And she felt her body, from head to feet, as though to take possession of it also. She would have liked to press it, to wring it so that all the caresses, all the kisses which had sunk into her skin, penetrated her veins, thrilled her nerves, might be drained out of it.
In her already perverted innocence she pictured to herself the mutual caresses of Xavier and this Gratienne woman. She pictured to herself this woman's body and compared it with her own. Was she more beautiful? In what is one woman's body more beautiful than another's? Xavier had loved to caress her, to crush her in his arms. And used he not to say: "How beautiful you are!" A vision, against which she struggled in vain, showed her Xavier kneeling beside Gratienne and covering her with kisses.
A heat mounted in her breast, her heart contracted; she tried to cry out, half got up, clutched at the air with her hands and fell in a faint.
When she came to herself, she felt very tired and very frightened as well. She looked about her, afraid to discover the reality of the painful vision which had overwhelmed her. Reassured, she breathed again.
"It was a dream, only a dream."
But it seemed as though a spring had suddenly been released in her heart. Throughout her whole being there was a sudden change. Under her maiden breast, grief had taken up its home. She felt it as one feels a piece of gravel in one's shoe. It was something material which had insinuated itself into the intimacy of her flesh, causing her, not pain, but a sense of discomfort.

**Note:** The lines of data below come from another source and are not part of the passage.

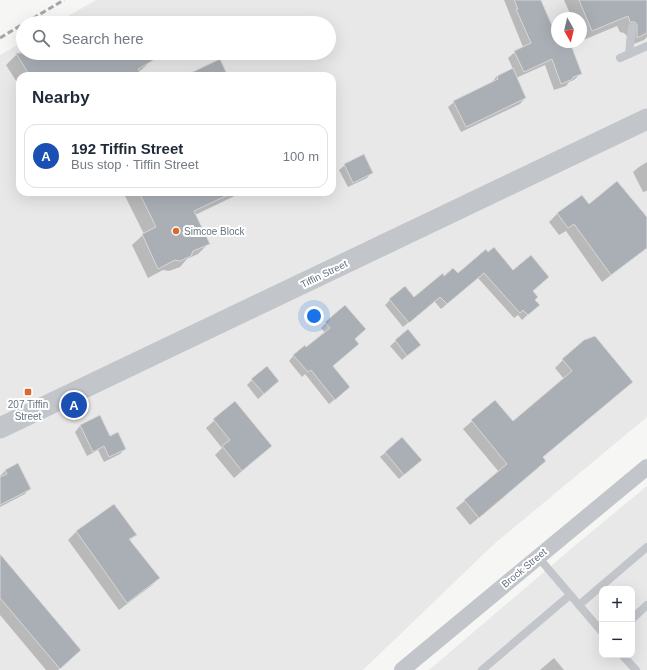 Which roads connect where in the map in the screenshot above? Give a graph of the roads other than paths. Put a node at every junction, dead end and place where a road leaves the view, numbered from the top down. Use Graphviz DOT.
graph roads {
  1 [pos="632,27"];
  2 [pos="647,46"];
  3 [pos="629,54"];
  4 [pos="620,58"];
  5 [pos="647,119"];
  6 [pos="0,428"];
  7 [pos="647,467"];
  8 [pos="647,547"];
  9 [pos="538,557"];
  10 [pos="570,595"];
  11 [pos="579,605"];
  12 [pos="647,605"];
  13 [pos="635,616"];
  14 [pos="599,628"];
  15 [pos="625,658"];
  16 [pos="402,670"];
  17 [pos="482,670"];
  18 [pos="636,670"];
  1 -- 3 [label="lane"];
  2 -- 3 [label="lane"];
  3 -- 4 [label="lane"];
  5 -- 6 [label="street, Tiffin Street"];
  7 -- 9 [label="street, Brock Street"];
  8 -- 11 [label="lane"];
  9 -- 10 [label="lane"];
  9 -- 16 [label="street, Brock Street"];
  10 -- 11 [label="lane"];
  10 -- 17 [label="lane"];
  11 -- 14 [label="lane"];
  12 -- 13 [label="lane"];
  15 -- 18 [label="lane"];
} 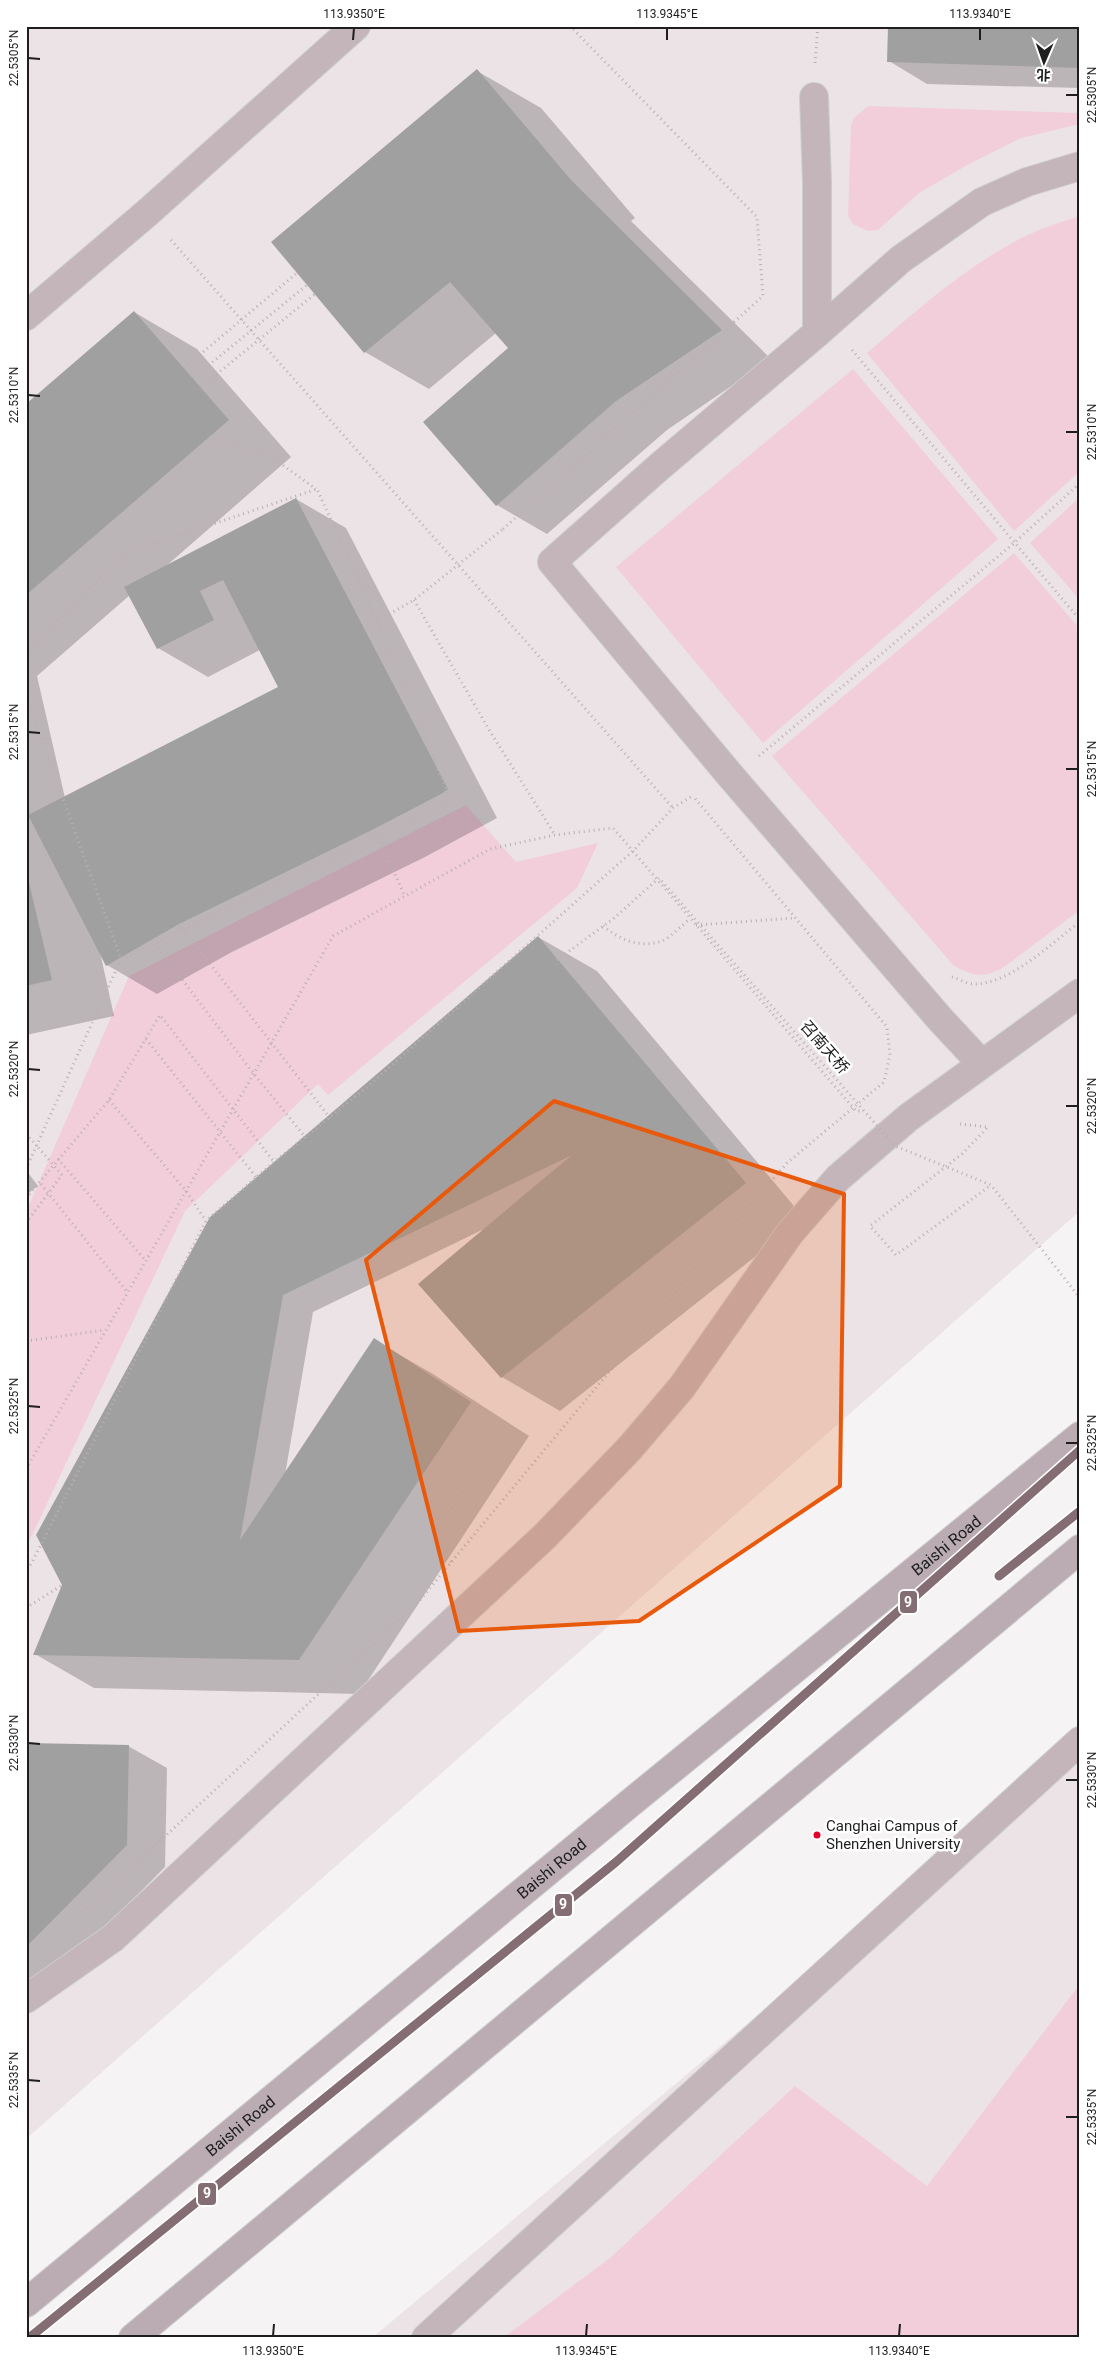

At the same time, all that she habitually loved seemed to her without the faintest interest. She looked with an indifferent eye at this room in which she had dreamt so many dreams, this room that she had arranged, decorated with so much pleasure, so much minute care, this cell she had spun and woven herself to sleep in, like a chrysalis, till the awakening of love should come. The great trees of the wood which she could see from her window, and could never see without emotion, appeared to her patches of insignificant greenery: she noticed, for the first time, that their tops were of uneven height and she was irritated by it. There was a sound of hammering; she leaned out of the window and saw two men splitting a block of granite, and for a moment she wondered what for.
"Oh, yes, of course, the repairs.... What does it all matter to me? Ah! where are my dear solitary hours in the old house, imprisoned by its ivy and climbing roses! And now Leonor! I wish he'd go away. He's the cause of it all. If it hadn't been for his clumsiness, I should never have known of the existence of this woman.... But how did he come to have that card in his pocket?"
The idea of a voluntary indiscretion did not occur to her. She had never dreamt that Leonor could feel for her any emotion of tenderness. Besides, no man except Xavier had yet existed in her imagination. There was Xavier on the one hand; and on the other there were the others.
Meanwhile she went on reflecting. Love, jealousy, grief, quickened her natural intelligence.